Dans certains cantons romands helvétiques, pour l’école primaire, une nouvelle méthodologie, « Les Zophes » est proposée sur une dizaine de thématiques existentielles et éthiques par les Editions Agora[[https://www.editions-agora.ch/page.php?label=catalogue&ida=86]] accompagnée de formations continues.

Des chantiers passionnants

Ce qui m’a particulièrement interpelée dans ce chantier PhiloFormation, c’est la vivacité, le courage des porteurs de ce type de démarches, et les multiples mises en situation pour provoquer la pensée, le « philosopher ». Une atmosphère de travail et d’échanges authentiques sur ces nouvelles pratiques de philosophie a donné le ton de ces 18es rencontres riches et stimulantes.

On aurait bien voulu être partout ! Je n’ai pu retenir ici que quelques traces bien incomplètes de tous les chantiers de travail qui se déroulaient en parallèle : PhiloEcole, PhiloArt, PhiloCité, PhiloPratiques[[http://www.rencontresnpp.sitew.fr]]… Des réflexions à explorer et également à découvrir dans les prochains numéros de la revue en ligne Diotime[[http://www.educ-revues.fr/diotime/]] dont le rédacteur en chef est Michel Tozzi.

Je retiens aussi les questionnements et préoccupations de la conférence de Philippe Jaffé, membre du comité des droits de l’enfant des Nations Unies, quant aux droits des enfants aujourd’hui, et à leur statut dans notre monde complexe et pluriel. Questionnements qui interpellent forcément l’école, ses pratiques, ses manières de faire ou penser par rapport à un enfant en développement qui est acteur et qui pense (voire philosophe, pourquoi pas ?). Pour l’anecdote en allant à ces rencontres, dans le transport en public très matinal pour un samedi, j’ai rencontré de nombreux jeunes entre 17 et 18 ans, qui allaient rejoindre aussi dans les murs de l’Université de Genève, dans le cadre d’un projet SUN (Students’ Unites Nations[[http://www.studentsun.org]]), un grand jeu de simulation de l’ONU dans lequel ils apprennent à argumenter des enjeux sociétaux ! Apprendre à penser, à débattre, à argumenter, ça commence très tôt dans la scolarité, dès la toute petite école.

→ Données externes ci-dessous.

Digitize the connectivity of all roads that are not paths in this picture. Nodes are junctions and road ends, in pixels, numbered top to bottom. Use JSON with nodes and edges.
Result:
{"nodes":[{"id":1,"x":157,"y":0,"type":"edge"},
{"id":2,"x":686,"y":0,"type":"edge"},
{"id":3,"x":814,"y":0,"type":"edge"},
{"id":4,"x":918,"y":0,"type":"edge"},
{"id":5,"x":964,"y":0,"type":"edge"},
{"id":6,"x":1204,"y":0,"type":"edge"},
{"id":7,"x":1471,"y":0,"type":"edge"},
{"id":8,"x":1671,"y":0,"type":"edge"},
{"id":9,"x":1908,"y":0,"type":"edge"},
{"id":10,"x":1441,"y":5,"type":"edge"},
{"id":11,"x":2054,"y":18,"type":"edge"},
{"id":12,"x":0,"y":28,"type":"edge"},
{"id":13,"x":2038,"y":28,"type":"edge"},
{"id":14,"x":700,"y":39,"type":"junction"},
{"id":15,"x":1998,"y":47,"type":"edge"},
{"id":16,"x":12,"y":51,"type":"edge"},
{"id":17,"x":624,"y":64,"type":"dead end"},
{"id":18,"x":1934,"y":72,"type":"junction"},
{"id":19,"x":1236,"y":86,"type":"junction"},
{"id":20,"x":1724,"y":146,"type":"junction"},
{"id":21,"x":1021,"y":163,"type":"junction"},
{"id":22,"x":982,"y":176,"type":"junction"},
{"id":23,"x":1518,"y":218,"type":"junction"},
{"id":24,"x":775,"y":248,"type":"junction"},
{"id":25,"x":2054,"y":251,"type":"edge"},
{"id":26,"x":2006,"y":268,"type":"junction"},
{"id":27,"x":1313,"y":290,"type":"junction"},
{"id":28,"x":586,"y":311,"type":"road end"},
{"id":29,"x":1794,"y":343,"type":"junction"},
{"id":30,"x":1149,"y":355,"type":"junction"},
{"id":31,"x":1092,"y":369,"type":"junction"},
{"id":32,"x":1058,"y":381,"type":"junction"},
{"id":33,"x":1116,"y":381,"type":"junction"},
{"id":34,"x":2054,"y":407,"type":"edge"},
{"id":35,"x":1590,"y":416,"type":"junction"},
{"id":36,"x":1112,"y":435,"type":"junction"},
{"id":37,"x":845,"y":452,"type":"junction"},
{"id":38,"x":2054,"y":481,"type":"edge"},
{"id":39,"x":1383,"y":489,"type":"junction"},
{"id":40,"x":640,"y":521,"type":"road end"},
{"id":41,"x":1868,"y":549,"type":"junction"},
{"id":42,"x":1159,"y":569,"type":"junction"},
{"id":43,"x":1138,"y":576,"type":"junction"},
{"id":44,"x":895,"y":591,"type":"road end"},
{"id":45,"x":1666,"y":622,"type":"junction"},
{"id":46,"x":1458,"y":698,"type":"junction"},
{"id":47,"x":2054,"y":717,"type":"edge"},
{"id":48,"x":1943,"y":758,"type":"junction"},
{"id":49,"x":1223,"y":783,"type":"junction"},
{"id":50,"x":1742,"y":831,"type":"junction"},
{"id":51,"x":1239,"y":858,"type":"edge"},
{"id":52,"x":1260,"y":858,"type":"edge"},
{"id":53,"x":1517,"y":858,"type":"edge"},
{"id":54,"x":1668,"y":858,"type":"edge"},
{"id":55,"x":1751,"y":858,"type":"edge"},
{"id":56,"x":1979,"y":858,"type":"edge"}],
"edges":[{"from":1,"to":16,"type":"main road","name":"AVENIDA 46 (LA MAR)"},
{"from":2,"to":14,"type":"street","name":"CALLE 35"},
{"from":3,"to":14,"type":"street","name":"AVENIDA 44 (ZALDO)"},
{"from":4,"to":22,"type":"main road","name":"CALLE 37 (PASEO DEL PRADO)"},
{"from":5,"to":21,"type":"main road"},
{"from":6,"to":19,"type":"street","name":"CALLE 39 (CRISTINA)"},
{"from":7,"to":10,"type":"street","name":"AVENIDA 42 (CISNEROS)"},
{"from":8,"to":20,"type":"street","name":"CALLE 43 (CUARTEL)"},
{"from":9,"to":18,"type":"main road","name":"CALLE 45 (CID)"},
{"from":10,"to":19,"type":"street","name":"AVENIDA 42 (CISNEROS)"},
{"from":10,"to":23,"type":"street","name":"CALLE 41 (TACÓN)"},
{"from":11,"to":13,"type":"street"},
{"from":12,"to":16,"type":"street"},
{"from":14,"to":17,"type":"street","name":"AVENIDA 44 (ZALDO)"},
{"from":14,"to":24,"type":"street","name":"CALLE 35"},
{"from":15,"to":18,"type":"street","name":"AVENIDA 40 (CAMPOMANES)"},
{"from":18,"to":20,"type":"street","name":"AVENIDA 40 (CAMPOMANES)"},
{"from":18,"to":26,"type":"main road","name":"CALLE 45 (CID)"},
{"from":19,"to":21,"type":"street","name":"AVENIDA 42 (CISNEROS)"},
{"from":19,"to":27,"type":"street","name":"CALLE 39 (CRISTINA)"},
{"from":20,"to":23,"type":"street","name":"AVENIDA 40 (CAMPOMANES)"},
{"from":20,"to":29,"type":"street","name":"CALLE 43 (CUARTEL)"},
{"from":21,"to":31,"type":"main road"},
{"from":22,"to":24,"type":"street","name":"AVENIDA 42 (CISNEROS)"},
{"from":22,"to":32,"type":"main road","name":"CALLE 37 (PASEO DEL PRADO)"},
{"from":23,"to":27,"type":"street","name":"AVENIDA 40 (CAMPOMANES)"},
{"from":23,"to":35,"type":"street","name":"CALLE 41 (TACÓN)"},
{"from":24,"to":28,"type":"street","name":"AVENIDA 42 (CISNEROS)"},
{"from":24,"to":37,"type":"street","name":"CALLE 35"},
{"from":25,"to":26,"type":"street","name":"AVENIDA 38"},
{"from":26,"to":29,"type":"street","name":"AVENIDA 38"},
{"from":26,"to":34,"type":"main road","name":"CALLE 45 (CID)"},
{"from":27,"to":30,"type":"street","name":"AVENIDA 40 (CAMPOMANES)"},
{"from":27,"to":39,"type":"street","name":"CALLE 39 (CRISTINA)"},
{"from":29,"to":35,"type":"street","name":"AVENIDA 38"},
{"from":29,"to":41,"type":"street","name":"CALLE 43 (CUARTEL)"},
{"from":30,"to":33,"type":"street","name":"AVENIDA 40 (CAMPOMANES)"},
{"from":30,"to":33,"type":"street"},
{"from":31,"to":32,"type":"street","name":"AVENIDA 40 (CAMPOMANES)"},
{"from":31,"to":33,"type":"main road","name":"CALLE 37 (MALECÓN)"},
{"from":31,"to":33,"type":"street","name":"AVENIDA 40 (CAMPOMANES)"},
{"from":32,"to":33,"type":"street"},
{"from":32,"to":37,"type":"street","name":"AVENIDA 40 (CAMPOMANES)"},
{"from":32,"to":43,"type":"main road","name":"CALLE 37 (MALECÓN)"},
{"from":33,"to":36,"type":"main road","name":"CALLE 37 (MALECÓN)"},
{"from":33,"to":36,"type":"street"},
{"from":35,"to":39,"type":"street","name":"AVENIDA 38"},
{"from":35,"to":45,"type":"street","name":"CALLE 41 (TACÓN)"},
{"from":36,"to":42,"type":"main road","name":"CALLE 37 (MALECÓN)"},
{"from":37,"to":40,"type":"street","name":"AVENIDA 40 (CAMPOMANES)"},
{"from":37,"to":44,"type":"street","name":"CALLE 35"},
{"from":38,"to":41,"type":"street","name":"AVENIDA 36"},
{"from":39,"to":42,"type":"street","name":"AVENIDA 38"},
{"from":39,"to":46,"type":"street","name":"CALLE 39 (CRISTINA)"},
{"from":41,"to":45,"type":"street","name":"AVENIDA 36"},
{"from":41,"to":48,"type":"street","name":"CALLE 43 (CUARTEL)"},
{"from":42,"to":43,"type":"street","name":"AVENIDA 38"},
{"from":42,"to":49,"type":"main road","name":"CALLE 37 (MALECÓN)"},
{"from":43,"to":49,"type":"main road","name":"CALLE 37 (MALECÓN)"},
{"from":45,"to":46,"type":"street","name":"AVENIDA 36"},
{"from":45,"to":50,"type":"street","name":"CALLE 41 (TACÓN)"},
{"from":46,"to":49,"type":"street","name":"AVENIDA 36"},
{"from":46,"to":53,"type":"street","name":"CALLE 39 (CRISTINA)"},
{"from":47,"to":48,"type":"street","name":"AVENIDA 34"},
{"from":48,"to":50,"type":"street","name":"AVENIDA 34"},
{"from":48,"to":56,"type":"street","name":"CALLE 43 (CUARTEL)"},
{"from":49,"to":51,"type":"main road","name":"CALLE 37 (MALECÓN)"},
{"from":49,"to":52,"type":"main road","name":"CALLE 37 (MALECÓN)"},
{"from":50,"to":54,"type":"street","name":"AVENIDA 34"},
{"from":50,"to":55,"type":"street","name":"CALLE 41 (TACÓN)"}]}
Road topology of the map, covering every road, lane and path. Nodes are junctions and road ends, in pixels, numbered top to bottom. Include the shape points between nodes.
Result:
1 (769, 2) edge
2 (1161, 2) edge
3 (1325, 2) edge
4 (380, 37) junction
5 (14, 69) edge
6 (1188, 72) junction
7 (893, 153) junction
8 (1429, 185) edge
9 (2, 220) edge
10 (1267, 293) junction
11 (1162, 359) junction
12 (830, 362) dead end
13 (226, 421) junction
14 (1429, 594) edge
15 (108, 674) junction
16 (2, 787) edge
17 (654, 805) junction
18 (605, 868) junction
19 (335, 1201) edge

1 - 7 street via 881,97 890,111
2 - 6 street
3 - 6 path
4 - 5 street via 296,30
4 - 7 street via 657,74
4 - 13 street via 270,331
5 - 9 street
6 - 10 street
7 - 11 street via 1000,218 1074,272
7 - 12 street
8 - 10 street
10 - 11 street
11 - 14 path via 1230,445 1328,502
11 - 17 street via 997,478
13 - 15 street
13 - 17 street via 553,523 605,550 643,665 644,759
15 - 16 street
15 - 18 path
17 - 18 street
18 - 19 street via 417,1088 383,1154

Andreea Capitanescu Benetti
En remerciant Manuel Perrenoud (Laboratoire LIFE, Université de Genève, sous la responsabilité d’Olivier Maulini), les membres de l’association Prophilo (Alain Buchet, Catherine Christodoulidis, Maria-Julia Stonborough, Claire Descloux) et Duff Gyr (directeur de l’École internationale de Genève) et Nathalie Frieden (didacticienne pour la philosophie, Fribourg).